Uma ideia, algo como uma percepção distante e enevoada, pareceu se fixar em seu cérebro semi-adormecido. Contudo, tal estímulo não conseguiu ser traduzido pela parte consciente de seu ser, foi atirado numa condição intermediária e inquietante; não conseguia cair nos gentis braços do esquecimento e tampouco atravessar as águas enevoadas que eram a sonolência. Era como uma coceira na mente da garota, que estava sendo devidamente ignorada.

 Levantou as costas devagarzinho e logo reconfortantes espasmos percorreram todo o seu corpo, causando um gostoso espreguiçar. Seus braços pequeninos foram ao alto, contorcendo-se com o prazer inerente ao gesto, e então proferiu um longo e silencioso bocejo. Não se lembrava de algum dia ter estado tão descansada, de ter dormido tão bem. Toda a fadiga havia esvaído de seu corpo, ou talvez simplesmente nunca existira, como se seus músculos nunca houvessem provado do rígido toque do esforço. Parecia-lhe que nascia novamente, o agora tinha todo o sabor de um primeiro dia de vida, como se onde dormia fosse um grande útero que representava toda uma nova existência e se visse livre de todas as máculas e extenuações de seu passado.  Passado?

 E também estava feliz. Acima de tudo, estava feliz.

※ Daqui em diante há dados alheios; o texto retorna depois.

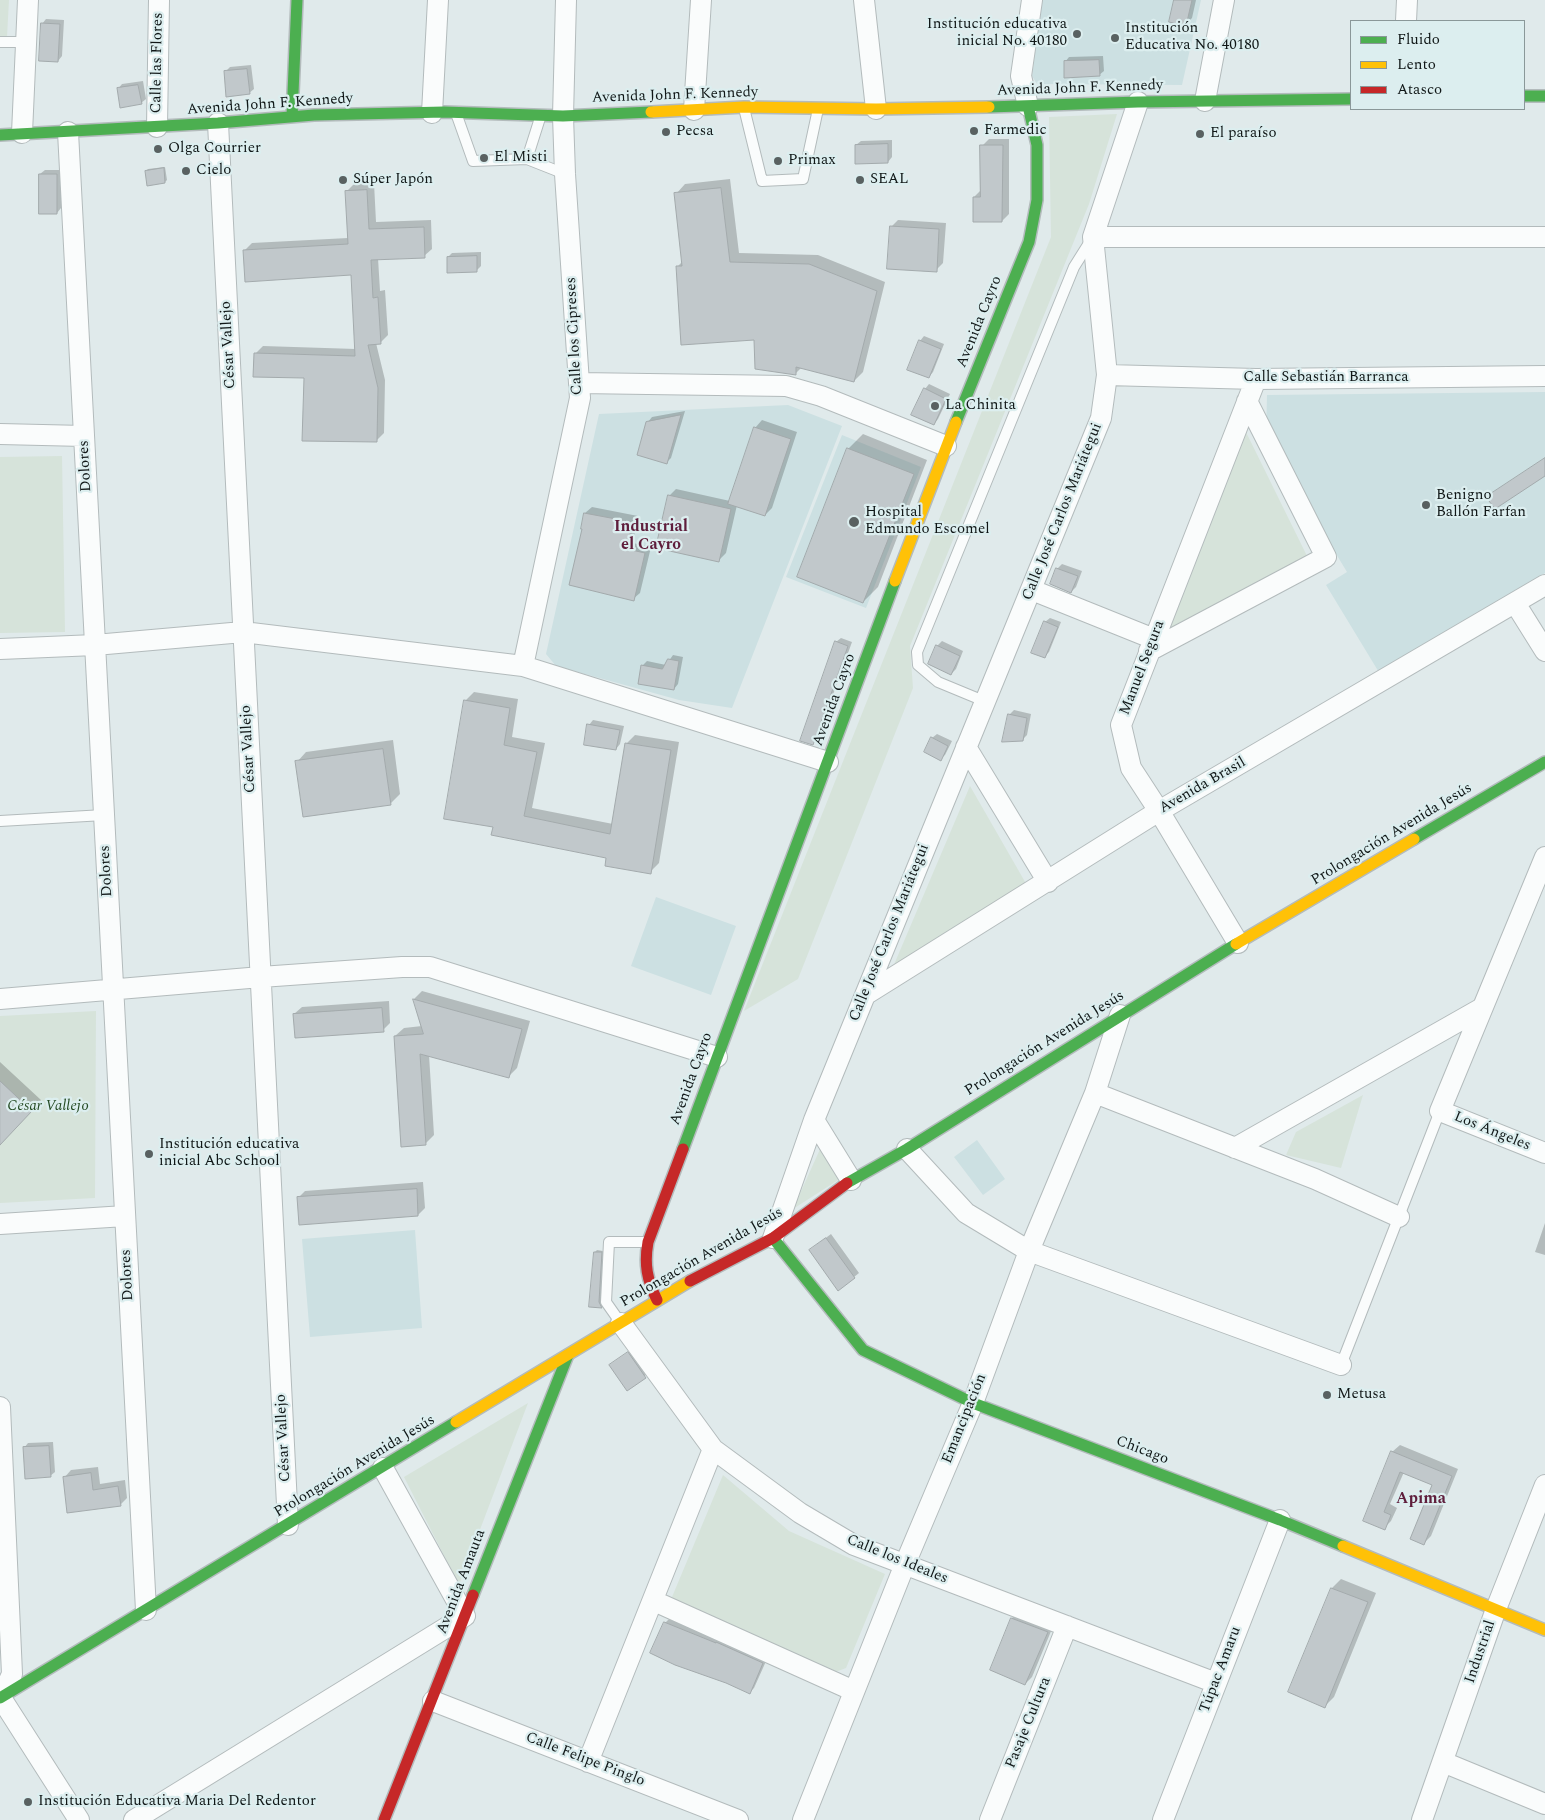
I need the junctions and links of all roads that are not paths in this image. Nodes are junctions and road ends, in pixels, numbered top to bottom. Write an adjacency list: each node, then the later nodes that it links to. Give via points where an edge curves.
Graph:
1 (28, 0): 13 (street)
2 (159, 0): 30 (street, Calle las Flores)
3 (297, 0): 27 (main road)
4 (438, 0): 25 (street)
5 (566, 0): 28 (street, Calle los Cipreses)
6 (701, 0): 23 (street)
7 (864, 0): 22 (street)
8 (1032, 0): 19 (street, via 1021,76)
9 (1224, 0): 17 (street)
10 (1407, 0): 11 (street)
11 (1406, 20)
12 (0, 42): 13 (lane)
13 (26, 42): 32 (street)
14 (1525, 96): 15 (main road)
15 (1545, 96)
16 (1350, 99): 17 (main road, Avenida John F. Kennedy)
17 (1205, 101): 18 (main road, Avenida John F. Kennedy)
18 (1138, 102): 19 (main road, Avenida John F. Kennedy); 37 (street)
19 (1028, 106): 22 (main road, Avenida John F. Kennedy); 45 (main road, Avenida Cayro, via 1037,145 1037,200 1029,242)
20 (744, 107): 21 (main road, Avenida John F. Kennedy); 21 (lane, via 762,181 803,179); 23 (main road, Avenida John F. Kennedy)
21 (818, 108): 22 (main road, Avenida John F. Kennedy)
22 (876, 108)
23 (694, 110): 28 (main road, Avenida John F. Kennedy)
24 (455, 112): 25 (main road, Avenida John F. Kennedy); 26 (main road, Avenida John F. Kennedy); 34 (lane, via 473,161)
25 (432, 113): 27 (main road, Avenida John F. Kennedy)
26 (541, 115): 28 (main road, Avenida John F. Kennedy); 34 (lane)
27 (292, 116): 29 (main road, Avenida John F. Kennedy)
28 (563, 116): 35 (street, Calle los Cipreses)
29 (218, 123): 30 (main road, Avenida John F. Kennedy); 49 (street, César Vallejo)
30 (157, 126): 31 (main road, Avenida John F. Kennedy)
31 (68, 132): 32 (main road, Avenida John F. Kennedy); 44 (street, Dolores)
32 (22, 133): 33 (main road, Avenida John F. Kennedy)
33 (0, 135)
34 (527, 159): 35 (lane)
35 (565, 174): 41 (street, Calle los Cipreses)
36 (1545, 237): 37 (street)
37 (1093, 238): 38 (street, Calle José Carlos Mariátegui); 55 (lane, via 1074,268 917,652 918,665 938,682)
38 (1107, 375): 40 (street, Calle Sebastián Barranca); 47 (street, Calle José Carlos Mariátegui, via 1101,418)
39 (1545, 376): 40 (street, Calle Sebastián Barranca)
40 (1256, 379): 42 (street, Manuel Segura)
41 (579, 383): 45 (street, via 786,386 821,396); 54 (street, Calle los Cipreses, via 580,398)
42 (1247, 401): 51 (street, Manuel Segura); 51 (street, via 1326,557)
43 (0, 434): 44 (street)
44 (84, 436): 50 (street, Dolores)
45 (946, 446): 57 (main road, Avenida Cayro)
46 (1545, 586): 48 (street, Avenida Brasil)
47 (1032, 590): 51 (street); 55 (street, Calle José Carlos Mariátegui)
48 (1515, 603): 53 (street); 59 (street, Avenida Brasil)
49 (243, 632): 50 (street); 54 (street); 65 (street, César Vallejo)
50 (95, 645): 52 (street); 60 (street, Dolores)
51 (1151, 645): 59 (street, Manuel Segura, via 1121,725 1131,768)
52 (0, 649)
53 (1545, 651)
54 (523, 666): 57 (street)
55 (984, 701): 56 (street, Calle José Carlos Mariátegui)
56 (966, 747): 63 (street); 67 (street, Calle José Carlos Mariátegui)
57 (828, 762): 71 (main road, Avenida Cayro)
58 (1545, 762): 64 (main road, Prolongación Avenida Jesús)
59 (1159, 811): 63 (street, Avenida Brasil); 64 (street, Manuel Segura)
60 (104, 815): 61 (lane); 66 (street, Dolores)
61 (0, 821)
62 (1545, 857): 69 (street)
63 (1048, 882): 67 (street, Avenida Brasil)
64 (1238, 943): 70 (main road, Prolongación Avenida Jesús)
65 (261, 977): 66 (street); 71 (street, via 430,967); 95 (street, César Vallejo)
66 (113, 990): 68 (street); 79 (street, Dolores)
67 (865, 995): 74 (street, Calle José Carlos Mariátegui)
68 (0, 999)
69 (1482, 1008): 73 (street); 75 (street)
70 (1120, 1015): 72 (street, Emancipación); 76 (main road, Prolongación Avenida Jesús)
71 (717, 1057): 83 (main road, Avenida Cayro)
72 (1095, 1093): 75 (street); 84 (street, Emancipación)
73 (1440, 1112): 77 (street, Los Ángeles); 80 (lane)
74 (814, 1120): 78 (street); 82 (street, Calle José Carlos Mariátegui)
75 (1235, 1148): 80 (street, via 1315,1179)
76 (907, 1149): 78 (main road, Prolongación Avenida Jesús); 84 (street, via 966,1213)
77 (1545, 1153)
78 (851, 1180): 82 (main road, Prolongación Avenida Jesús)
79 (125, 1216): 81 (street); 99 (street, Dolores)
80 (1399, 1218): 88 (lane)
81 (0, 1224)
82 (773, 1238): 85 (main road, Prolongación Avenida Jesús); 89 (main road, Chicago, via 863,1350)
83 (648, 1242): 85 (main road, Avenida Cayro, via 646,1273); 86 (lane, via 609,1242 606,1302)
84 (1029, 1251): 88 (street); 89 (street, Emancipación)
85 (658, 1300): 86 (main road, Prolongación Avenida Jesús)
86 (620, 1323): 87 (main road, Prolongación Avenida Jesús); 91 (street, Calle los Ideales)
87 (568, 1356): 92 (main road, Prolongación Avenida Jesús); 100 (main road, Avenida Amauta)
88 (1341, 1365)
89 (973, 1403): 94 (main road, Chicago); 96 (street, Emancipación)
90 (0, 1407): 105 (street, via 12,1674)
91 (713, 1449): 96 (street, Calle los Ideales, via 800,1513 854,1545); 97 (street)
92 (383, 1468): 95 (main road, Prolongación Avenida Jesús); 100 (street)
93 (1545, 1485): 98 (street, Industrial)
94 (1280, 1520): 98 (main road, Chicago); 103 (street, Túpac Amaru)
95 (288, 1525): 99 (main road, Prolongación Avenida Jesús)
96 (904, 1564): 101 (street, Calle los Ideales); 104 (street, Emancipación)
97 (654, 1601): 104 (street); 107 (street)
98 (1496, 1609): 102 (main road, Chicago); 108 (street, Industrial)
99 (146, 1610): 105 (main road, Prolongación Avenida Jesús)
100 (465, 1616): 106 (main road, Avenida Amauta); 111 (street)
101 (1067, 1626): 103 (street, Calle los Ideales); 115 (street, Pasaje Cultura)
102 (1545, 1630)
103 (1216, 1683): 116 (street, Túpac Amaru)
104 (854, 1691): 114 (street, Emancipación)
105 (0, 1698): 110 (street)
106 (432, 1701): 107 (street, Calle Felipe Pinglo); 112 (main road, Avenida Amauta)
107 (588, 1762): 113 (street, Calle Felipe Pinglo)
108 (1443, 1762): 109 (street); 117 (street, Industrial)
109 (1545, 1804)
110 (79, 1820)
111 (134, 1820)
112 (384, 1820)
113 (738, 1820)
114 (803, 1820)
115 (990, 1820)
116 (1163, 1820)
117 (1422, 1820)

 Umedeceu os lábios com a língua e então piscou os olhos algumas vezes, ainda com um pé nos territórios da dormência. Não conseguia lembrar-se com clareza o porquê de estar tão animada. Mas estava. Tentou evocar uma lembrança sequer do que lhe havia acontecido recentemente, porém, nada mais que seu despertar atingiu a sua mente. Grogue e com um sorrisinho alegre nos lábios, olhou ao redor, procurando em vão algo que respondesse seus devaneios e suas dúvidas, mas nada do que viu aplacou seus desejos. O sono ainda afetava sua vista.

Levou os punhos fechados aos olhos e os esfregou preguiçosamente. Queria despertar, encontrar a peça que faltava naquele quebra cabeça. Mas, estava tão relaxada que, mesmo liberta de qualquer cansaço que pudesse afetar a carne, poderia voltar a dormir e só despertar horas mais tarde. Piscou mais algumas vezes e prendeu um novo bocejo. Pousou a mão onde dormia e sentiu, bem de leve, com a ponta de seus dedos, uma das dobras do sofá por baixo do aconchegante cobertor. Alisou o pano felpudo e com o frescor de uma noite de garoa – exatamente do jeito que ela adorava – e logo sentiu vontade de deitar-se novamente... Mas... Sofá?

Não fora a visão que despertara sua mente. O tato que tivera o poder de despertá-la. Sem demora aquela insistente, mas insípida, coceirinha no fundo dos pensamentos pareceu entorpecer todo o seu cérebro.  A garota quase conseguiu ouvir o estalo das barreiras entre a dormência e o consciente sendo destruídos pela torrente de informações que agora, como água represada sendo liberta, jorrava por um campo novamente desobstruído.

Percebera o que desde o inicio havia sido registrado por uma parte entorpecida de seu ser: Não estava em sua cama.

Confusa – e agora completamente desperta – perscrutou o lugar, tentando descobrir onde estava. Procurando encontrar em suas lembranças uma âncora a qual conseguisse relacionar com seu passado recente. Viu-se na sala de algum apartamento desconhecido. Um lugar simples, ao contrario de sua casa, sem muita opulência ou gastos desnecessários com aparência, no entanto, era arrumado, confortável. Os poucos moveis que habitavam o cômodo pareciam limpos, quase novos, os objetos que haviam no lugar não aparentavam muito uso.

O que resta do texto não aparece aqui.